**ACTION ITEM**
Your answer must be an exact copy of the entries below, with every picture removed.

((

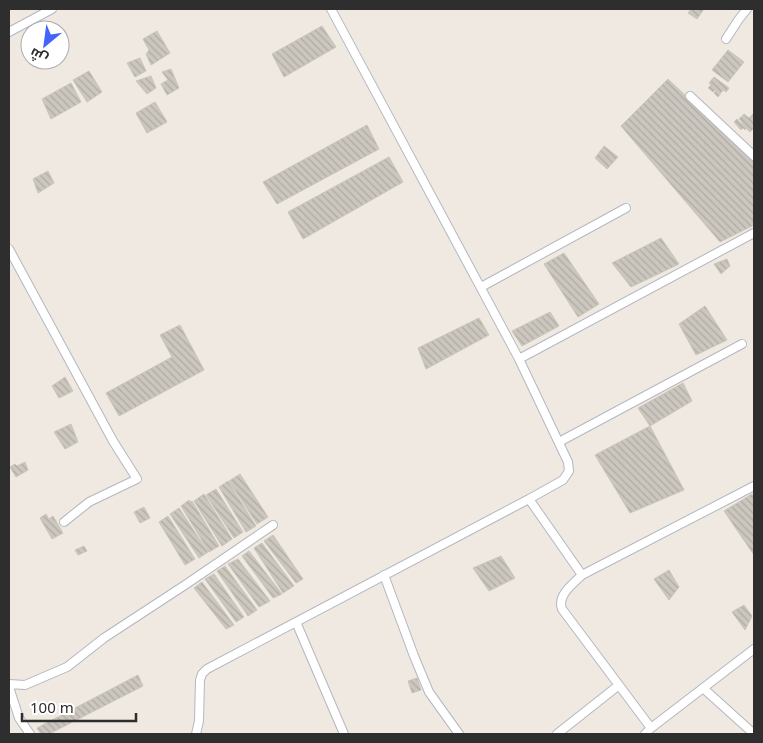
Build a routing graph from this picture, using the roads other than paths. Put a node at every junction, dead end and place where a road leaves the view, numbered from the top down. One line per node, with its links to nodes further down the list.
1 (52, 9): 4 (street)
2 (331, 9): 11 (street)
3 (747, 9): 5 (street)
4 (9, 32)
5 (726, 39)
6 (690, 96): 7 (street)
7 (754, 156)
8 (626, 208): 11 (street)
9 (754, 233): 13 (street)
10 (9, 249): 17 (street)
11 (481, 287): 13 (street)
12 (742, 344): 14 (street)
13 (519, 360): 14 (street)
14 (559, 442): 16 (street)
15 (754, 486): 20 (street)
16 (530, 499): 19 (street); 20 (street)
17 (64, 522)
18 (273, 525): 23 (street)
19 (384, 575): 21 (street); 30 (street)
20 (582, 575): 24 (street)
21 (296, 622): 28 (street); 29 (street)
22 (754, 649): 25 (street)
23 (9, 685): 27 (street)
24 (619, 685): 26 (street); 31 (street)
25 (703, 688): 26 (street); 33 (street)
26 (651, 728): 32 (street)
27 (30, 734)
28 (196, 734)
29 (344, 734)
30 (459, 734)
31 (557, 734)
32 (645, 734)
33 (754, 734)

))

**ANSWER FOR THIS EXERCISE**
Build a routing graph from this picture, using the roads other than paths. Put a node at every junction, dead end and place where a road leaves the view, numbered from the top down. One line per node, with its links to nodes further down the list.
1 (52, 9): 4 (street)
2 (331, 9): 11 (street)
3 (747, 9): 5 (street)
4 (9, 32)
5 (726, 39)
6 (690, 96): 7 (street)
7 (754, 156)
8 (626, 208): 11 (street)
9 (754, 233): 13 (street)
10 (9, 249): 17 (street)
11 (481, 287): 13 (street)
12 (742, 344): 14 (street)
13 (519, 360): 14 (street)
14 (559, 442): 16 (street)
15 (754, 486): 20 (street)
16 (530, 499): 19 (street); 20 (street)
17 (64, 522)
18 (273, 525): 23 (street)
19 (384, 575): 21 (street); 30 (street)
20 (582, 575): 24 (street)
21 (296, 622): 28 (street); 29 (street)
22 (754, 649): 25 (street)
23 (9, 685): 27 (street)
24 (619, 685): 26 (street); 31 (street)
25 (703, 688): 26 (street); 33 (street)
26 (651, 728): 32 (street)
27 (30, 734)
28 (196, 734)
29 (344, 734)
30 (459, 734)
31 (557, 734)
32 (645, 734)
33 (754, 734)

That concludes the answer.